Callback method: The modular simulator and MDModules don't use the exact same way of communicating with clients. The two methods could be unified if needed. The only fundamental difference is that modular simulator clients need to identify with a unique key to receive their dedicated sub-data, while MDModules all read from and write to the same KV-tree. MDModules could be adapted to that by either requiring a unique key from the modules, or by using the same CheckpointData
for all modules and using a single unique key (something like "MDModules") to register that object with the global checkpoint.

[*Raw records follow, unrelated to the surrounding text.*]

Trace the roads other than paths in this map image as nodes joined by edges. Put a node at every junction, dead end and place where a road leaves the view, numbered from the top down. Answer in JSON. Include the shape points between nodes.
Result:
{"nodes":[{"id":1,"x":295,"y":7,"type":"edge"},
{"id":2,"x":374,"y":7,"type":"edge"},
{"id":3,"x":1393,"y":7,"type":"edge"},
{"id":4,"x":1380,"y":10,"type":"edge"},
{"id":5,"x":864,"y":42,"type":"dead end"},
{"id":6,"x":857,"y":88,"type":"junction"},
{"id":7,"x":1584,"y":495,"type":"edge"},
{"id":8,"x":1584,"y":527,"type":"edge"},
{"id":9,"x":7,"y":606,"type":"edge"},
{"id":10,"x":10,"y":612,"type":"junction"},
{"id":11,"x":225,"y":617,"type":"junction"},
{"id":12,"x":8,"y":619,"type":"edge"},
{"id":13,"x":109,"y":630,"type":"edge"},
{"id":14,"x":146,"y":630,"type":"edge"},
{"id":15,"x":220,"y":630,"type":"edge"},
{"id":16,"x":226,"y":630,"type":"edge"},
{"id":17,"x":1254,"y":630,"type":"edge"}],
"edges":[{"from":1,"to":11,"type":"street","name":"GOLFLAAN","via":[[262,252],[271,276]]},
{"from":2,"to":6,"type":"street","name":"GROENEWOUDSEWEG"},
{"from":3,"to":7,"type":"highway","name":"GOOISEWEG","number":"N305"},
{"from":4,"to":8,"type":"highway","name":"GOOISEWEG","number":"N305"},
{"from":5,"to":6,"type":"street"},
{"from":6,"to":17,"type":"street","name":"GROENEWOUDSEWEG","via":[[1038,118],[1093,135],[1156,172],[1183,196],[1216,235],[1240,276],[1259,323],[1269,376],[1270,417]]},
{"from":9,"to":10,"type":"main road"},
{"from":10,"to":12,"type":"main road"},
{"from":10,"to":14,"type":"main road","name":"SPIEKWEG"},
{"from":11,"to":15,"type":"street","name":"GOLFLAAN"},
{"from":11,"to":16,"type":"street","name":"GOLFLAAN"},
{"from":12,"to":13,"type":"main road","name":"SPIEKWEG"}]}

Performance: One of the major differences between the new approach and the legacy checkpointing is that data gets copied into CheckpointData
, while the legacy approach only took a pointer to the data and serialized it. This slightly reduces performance. Some thoughts on that:
CheckpointData
object, and don't necessarily need to wait for writing to the physical medium to happen. It also simplifies moving the point at which checkpointing is performed within the integrator. One could envision clients storing their data any time during the integration step, and serializing the resulting CheckpointData
after the step. This avoids the need to find a single point within the loop at which all clients need to be in a state suitable for checkpointing.ISerializer vs KV-tree: The new approach uses a KV tree internally. The KV tree is well suited to represent the design philosophy of the approach: Checkpointing offers a functionality which allows clients to write/read any data they want. This data remains opaque to the checkpointing element. Clients can read or write in any order, and in the future, maybe even simultaneously. Data written by any element should be protected from access from other elements to avoid bugs. The downside of the KV tree is that all data gets copied before getting written to file (see above).

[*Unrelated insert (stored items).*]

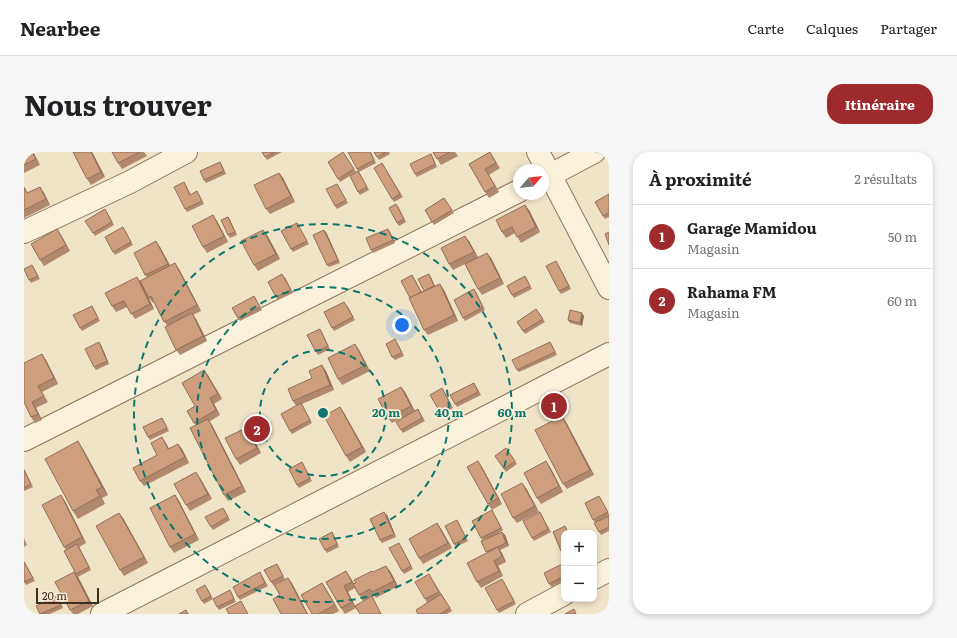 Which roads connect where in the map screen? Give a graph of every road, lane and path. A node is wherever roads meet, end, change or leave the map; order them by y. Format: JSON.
{"nodes":[{"id":1,"x":186,"y":152,"type":"edge"},
{"id":2,"x":538,"y":152,"type":"edge"},
{"id":3,"x":594,"y":152,"type":"edge"},
{"id":4,"x":542,"y":164,"type":"edge"},
{"id":5,"x":549,"y":175,"type":"edge"},
{"id":6,"x":549,"y":182,"type":"edge"},
{"id":7,"x":513,"y":194,"type":"edge"},
{"id":8,"x":24,"y":232,"type":"edge"},
{"id":9,"x":609,"y":288,"type":"edge"},
{"id":10,"x":609,"y":354,"type":"edge"},
{"id":11,"x":24,"y":440,"type":"edge"},
{"id":12,"x":609,"y":570,"type":"edge"},
{"id":13,"x":597,"y":576,"type":"edge"},
{"id":14,"x":561,"y":596,"type":"edge"},
{"id":15,"x":102,"y":614,"type":"edge"},
{"id":16,"x":527,"y":614,"type":"edge"}],
"edges":[{"from":1,"to":8,"type":"street"},
{"from":2,"to":4,"type":"street"},
{"from":3,"to":5,"type":"street"},
{"from":6,"to":9,"type":"street"},
{"from":7,"to":11,"type":"street"},
{"from":10,"to":15,"type":"street"},
{"from":12,"to":13,"type":"street"},
{"from":14,"to":16,"type":"street"}]}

Replacing a KV tree by a single ISerializer object which gets passed to clients would require elements to read and write sequentially in a prescribed order. With the help of InMemorySerializer, a KV-Tree could likely be emulated (with sub-objects that serialize to memory, and then a parent object that serializes this memory to file), but that doesn't present a clear advantage anymore.
TopologyHolder
The topology object owns the local topology and holds a constant reference to the global topology owned by the ISimulator.
The local topology is only infrequently changed if domain decomposition is on, and never otherwise. The topology holder therefore offers elements to register as ITopologyHolderClients. If they do so, they get a handle to the updated local topology whenever it is changed, and can rely that their handle is valid until the next update. The domain decomposition element is defined as friend class to be able to update the local topology when needed.
Some simulation techniques such as simulated annealing and simulated tempering need to be able to change the reference temperature of the simulation. The reference temperature manager allows elements to register callbacks so they are informed when the reference temperature is changed. They can then perform any action they need upon change of the reference temperature, such as updating a local value, scaling velocities, or recalculating a temperature coupling integral.
When changing temperature, the clients are also informed about which algorithm changed the temperature. This is required for compatibility to the legacy implementation - different algorithms react differently (or not at all) to reference temperature change from different sources. The current implementation does not attempt to fix these inconsistencies, but rather makes the choices in the legacy implementation very explicit, which will allow to tackle these issues more easily moving forward.